---- Input for this task
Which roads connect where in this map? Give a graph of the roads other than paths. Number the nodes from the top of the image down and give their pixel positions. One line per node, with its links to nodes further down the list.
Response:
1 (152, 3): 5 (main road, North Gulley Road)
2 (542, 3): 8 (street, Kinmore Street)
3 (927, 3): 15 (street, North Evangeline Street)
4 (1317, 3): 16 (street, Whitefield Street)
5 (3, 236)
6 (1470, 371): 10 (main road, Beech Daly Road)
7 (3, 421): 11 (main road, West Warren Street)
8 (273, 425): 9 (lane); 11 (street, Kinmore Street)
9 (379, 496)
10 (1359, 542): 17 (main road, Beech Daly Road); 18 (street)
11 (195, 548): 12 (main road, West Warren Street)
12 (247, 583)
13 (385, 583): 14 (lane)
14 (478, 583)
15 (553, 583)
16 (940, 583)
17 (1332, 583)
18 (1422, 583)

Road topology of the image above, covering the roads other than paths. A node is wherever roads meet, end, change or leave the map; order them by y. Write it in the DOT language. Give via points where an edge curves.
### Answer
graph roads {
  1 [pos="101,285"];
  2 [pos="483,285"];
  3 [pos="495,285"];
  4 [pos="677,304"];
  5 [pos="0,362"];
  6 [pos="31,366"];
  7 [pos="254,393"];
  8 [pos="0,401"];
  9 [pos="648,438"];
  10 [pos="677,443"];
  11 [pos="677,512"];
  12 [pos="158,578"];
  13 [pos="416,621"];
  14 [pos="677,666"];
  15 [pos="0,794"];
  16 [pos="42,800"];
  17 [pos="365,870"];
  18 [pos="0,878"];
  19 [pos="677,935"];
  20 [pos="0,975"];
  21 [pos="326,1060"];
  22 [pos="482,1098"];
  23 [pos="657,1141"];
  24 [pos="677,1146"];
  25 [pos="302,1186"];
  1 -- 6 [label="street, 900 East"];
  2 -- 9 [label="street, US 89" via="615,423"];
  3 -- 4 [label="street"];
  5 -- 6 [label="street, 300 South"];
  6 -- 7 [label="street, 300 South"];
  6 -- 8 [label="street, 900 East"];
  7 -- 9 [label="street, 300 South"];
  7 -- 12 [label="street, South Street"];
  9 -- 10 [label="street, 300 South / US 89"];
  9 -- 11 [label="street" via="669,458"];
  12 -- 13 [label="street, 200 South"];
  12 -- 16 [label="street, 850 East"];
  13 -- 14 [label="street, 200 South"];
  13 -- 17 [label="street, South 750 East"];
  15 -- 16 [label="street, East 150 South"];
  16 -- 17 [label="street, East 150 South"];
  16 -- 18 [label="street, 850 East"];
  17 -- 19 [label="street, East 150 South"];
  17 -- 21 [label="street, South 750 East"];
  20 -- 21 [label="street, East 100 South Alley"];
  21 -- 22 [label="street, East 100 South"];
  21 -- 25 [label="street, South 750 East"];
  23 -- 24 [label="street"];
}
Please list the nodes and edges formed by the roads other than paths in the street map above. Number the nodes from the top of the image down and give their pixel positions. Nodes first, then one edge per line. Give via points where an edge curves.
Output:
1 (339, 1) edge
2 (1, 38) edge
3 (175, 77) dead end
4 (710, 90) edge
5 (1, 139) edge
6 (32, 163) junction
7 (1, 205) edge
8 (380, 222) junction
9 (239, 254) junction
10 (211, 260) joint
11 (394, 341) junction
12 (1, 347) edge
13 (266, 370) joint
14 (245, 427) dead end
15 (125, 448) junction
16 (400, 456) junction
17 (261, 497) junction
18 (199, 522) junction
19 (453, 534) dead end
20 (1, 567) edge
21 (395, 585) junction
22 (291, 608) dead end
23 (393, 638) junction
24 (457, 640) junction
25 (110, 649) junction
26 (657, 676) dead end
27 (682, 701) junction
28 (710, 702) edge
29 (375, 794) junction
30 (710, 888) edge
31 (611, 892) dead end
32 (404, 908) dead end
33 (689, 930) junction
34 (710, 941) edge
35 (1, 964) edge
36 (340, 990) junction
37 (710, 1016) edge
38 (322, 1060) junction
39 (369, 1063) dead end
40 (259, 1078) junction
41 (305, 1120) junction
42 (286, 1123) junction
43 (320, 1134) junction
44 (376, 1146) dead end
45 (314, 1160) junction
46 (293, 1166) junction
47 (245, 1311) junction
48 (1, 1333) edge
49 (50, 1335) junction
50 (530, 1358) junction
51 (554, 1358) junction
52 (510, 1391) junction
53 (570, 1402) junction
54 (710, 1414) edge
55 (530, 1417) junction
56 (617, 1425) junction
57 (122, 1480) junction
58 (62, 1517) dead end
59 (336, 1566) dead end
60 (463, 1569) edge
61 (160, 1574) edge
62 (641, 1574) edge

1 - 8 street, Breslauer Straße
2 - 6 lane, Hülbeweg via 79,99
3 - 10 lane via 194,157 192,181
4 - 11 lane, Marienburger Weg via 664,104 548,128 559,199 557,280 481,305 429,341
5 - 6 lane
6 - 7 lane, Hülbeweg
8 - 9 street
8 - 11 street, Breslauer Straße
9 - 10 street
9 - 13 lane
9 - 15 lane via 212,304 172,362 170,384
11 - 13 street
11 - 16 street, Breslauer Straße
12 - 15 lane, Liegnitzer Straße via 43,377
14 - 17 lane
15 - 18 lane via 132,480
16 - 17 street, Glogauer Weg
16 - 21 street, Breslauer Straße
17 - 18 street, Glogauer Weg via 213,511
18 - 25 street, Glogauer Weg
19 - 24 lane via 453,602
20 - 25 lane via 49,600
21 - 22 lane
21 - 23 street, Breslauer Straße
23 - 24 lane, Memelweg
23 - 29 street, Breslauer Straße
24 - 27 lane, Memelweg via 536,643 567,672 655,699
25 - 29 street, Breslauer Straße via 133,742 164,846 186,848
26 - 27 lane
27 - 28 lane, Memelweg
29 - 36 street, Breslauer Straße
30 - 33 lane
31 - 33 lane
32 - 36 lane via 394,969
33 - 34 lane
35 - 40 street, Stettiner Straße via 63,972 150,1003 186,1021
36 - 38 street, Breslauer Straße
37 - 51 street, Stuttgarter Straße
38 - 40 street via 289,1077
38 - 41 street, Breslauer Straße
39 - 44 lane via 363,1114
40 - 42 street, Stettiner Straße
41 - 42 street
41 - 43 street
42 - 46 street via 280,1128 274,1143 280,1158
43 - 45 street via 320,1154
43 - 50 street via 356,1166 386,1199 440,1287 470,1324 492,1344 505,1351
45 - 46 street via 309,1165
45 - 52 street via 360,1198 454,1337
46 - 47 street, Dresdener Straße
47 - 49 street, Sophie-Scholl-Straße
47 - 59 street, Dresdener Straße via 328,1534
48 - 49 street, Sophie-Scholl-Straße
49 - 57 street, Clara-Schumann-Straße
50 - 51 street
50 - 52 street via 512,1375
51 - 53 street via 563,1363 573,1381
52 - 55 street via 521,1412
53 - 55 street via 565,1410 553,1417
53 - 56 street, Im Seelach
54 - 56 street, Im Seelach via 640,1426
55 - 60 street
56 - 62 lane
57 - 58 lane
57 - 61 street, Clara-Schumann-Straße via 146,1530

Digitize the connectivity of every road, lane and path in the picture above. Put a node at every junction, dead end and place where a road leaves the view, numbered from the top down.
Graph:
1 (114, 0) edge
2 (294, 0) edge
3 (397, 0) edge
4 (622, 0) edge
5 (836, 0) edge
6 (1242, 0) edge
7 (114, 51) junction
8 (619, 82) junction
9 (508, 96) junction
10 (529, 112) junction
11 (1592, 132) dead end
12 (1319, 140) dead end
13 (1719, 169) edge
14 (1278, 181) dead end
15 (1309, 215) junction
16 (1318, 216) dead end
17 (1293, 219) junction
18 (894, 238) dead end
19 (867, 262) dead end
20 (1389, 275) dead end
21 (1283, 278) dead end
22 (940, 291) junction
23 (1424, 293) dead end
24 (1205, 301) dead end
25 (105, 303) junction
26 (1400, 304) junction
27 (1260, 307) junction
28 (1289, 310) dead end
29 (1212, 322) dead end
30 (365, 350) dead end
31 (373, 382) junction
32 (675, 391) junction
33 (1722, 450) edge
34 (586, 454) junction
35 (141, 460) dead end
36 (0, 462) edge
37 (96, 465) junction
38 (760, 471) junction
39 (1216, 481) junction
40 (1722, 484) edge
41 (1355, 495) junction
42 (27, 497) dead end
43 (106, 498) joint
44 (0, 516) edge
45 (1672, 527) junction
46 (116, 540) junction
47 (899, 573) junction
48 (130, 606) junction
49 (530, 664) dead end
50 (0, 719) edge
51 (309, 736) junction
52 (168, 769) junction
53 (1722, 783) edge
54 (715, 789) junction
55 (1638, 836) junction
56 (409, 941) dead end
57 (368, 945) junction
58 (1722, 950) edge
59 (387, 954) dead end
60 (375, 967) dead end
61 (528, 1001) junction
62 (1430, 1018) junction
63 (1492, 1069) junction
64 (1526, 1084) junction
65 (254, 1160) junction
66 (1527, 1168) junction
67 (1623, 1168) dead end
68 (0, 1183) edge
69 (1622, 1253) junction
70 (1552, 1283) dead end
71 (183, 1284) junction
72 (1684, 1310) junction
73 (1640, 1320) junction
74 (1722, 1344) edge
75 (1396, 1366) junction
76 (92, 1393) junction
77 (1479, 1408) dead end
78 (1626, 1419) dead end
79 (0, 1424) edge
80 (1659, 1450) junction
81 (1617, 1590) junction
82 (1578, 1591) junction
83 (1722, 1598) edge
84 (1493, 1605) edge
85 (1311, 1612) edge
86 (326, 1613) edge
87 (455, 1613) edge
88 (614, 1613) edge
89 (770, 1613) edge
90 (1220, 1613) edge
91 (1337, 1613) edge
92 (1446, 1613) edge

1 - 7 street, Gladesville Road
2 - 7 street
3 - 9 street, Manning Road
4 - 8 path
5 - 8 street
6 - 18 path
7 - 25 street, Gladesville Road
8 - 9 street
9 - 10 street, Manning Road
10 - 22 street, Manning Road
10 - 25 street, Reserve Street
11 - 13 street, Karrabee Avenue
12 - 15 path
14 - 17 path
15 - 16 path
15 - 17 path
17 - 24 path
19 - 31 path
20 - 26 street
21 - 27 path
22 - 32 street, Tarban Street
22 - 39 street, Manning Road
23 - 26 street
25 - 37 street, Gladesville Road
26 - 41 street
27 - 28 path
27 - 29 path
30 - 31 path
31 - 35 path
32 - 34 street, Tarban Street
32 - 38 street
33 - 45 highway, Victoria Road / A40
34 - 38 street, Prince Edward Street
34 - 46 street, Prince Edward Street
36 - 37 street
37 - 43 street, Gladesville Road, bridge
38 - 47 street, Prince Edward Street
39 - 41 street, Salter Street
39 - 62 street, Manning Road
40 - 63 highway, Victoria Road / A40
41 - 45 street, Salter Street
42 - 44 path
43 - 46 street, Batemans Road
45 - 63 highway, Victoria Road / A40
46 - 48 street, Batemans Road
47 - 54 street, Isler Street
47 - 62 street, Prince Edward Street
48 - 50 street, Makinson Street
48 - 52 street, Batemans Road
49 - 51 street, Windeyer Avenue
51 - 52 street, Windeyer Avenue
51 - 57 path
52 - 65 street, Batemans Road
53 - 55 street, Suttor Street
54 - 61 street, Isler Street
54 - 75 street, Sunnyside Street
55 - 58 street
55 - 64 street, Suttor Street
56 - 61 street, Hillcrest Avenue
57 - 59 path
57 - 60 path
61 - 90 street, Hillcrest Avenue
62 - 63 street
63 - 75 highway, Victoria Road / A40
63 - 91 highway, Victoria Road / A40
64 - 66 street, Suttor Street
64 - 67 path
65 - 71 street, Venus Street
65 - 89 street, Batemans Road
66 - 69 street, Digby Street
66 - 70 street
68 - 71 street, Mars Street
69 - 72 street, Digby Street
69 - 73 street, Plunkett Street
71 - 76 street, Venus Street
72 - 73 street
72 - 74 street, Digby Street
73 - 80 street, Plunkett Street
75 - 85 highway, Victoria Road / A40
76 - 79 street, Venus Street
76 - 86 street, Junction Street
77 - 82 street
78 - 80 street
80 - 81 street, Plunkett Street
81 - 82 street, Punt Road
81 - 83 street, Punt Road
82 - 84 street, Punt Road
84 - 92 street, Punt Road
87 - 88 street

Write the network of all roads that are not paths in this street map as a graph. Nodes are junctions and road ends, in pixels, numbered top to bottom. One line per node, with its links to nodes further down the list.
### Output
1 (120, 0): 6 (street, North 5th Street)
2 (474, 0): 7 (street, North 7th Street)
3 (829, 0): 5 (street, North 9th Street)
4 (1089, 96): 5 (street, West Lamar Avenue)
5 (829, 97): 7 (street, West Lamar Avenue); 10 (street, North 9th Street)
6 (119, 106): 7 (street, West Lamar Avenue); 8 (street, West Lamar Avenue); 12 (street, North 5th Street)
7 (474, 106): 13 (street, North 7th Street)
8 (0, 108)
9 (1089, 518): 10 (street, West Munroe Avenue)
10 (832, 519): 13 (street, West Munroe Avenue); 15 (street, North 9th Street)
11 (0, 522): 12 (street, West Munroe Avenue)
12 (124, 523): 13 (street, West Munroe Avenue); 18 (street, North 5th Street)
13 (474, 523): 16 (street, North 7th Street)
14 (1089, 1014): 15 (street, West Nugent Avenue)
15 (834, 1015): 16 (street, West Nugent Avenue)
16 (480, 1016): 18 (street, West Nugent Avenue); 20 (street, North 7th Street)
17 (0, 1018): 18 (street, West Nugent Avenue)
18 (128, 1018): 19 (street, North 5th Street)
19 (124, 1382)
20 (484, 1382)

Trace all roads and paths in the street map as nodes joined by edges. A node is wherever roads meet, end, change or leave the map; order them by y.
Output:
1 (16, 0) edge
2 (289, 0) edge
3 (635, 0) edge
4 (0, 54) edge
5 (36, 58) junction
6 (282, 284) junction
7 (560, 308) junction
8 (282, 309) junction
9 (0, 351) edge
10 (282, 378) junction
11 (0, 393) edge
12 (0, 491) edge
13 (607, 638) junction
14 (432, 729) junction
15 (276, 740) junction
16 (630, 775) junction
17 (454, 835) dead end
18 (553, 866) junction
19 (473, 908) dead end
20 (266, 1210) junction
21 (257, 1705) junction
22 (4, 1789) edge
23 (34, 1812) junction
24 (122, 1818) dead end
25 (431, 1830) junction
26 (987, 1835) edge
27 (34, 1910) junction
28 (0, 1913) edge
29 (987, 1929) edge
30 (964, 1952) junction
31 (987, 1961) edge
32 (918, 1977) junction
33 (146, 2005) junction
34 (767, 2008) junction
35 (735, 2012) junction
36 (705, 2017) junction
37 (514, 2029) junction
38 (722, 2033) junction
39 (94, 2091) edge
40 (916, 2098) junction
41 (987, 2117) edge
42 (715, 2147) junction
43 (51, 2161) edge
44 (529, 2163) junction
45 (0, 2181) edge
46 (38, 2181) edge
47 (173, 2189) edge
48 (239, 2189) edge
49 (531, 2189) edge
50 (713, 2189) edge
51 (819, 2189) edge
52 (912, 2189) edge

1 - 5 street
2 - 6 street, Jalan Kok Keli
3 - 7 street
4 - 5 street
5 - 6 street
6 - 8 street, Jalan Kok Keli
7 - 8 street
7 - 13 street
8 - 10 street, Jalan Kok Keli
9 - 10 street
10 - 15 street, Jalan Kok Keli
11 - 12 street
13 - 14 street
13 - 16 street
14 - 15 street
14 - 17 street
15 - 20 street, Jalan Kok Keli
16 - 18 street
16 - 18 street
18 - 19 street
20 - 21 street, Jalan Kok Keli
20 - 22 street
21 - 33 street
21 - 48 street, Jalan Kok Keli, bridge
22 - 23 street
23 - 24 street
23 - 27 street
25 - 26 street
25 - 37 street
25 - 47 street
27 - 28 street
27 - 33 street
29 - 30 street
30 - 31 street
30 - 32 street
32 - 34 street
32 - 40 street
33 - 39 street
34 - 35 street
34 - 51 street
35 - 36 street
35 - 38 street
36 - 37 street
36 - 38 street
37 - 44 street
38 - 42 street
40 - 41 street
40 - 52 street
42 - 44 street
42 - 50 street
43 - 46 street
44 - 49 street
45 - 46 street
--------
The lines from the beginning of the records through the line containing "Road topology of" should be reproduced exactly. Include nothing else.

▶ _Solved exercise_:
Which roads connect where in this map? Give a graph of the roads other than paths. Number the nodes from the top of the image down and give their pixel positions. One line per node, with its links to nodes further down the list.
Response:
1 (152, 3): 5 (main road, North Gulley Road)
2 (542, 3): 8 (street, Kinmore Street)
3 (927, 3): 15 (street, North Evangeline Street)
4 (1317, 3): 16 (street, Whitefield Street)
5 (3, 236)
6 (1470, 371): 10 (main road, Beech Daly Road)
7 (3, 421): 11 (main road, West Warren Street)
8 (273, 425): 9 (lane); 11 (street, Kinmore Street)
9 (379, 496)
10 (1359, 542): 17 (main road, Beech Daly Road); 18 (street)
11 (195, 548): 12 (main road, West Warren Street)
12 (247, 583)
13 (385, 583): 14 (lane)
14 (478, 583)
15 (553, 583)
16 (940, 583)
17 (1332, 583)
18 (1422, 583)

Road topology of the image above, covering the roads other than paths. A node is wherever roads meet, end, change or leave the map; order them by y. Write it in the DOT language. Give via points where an edge curves.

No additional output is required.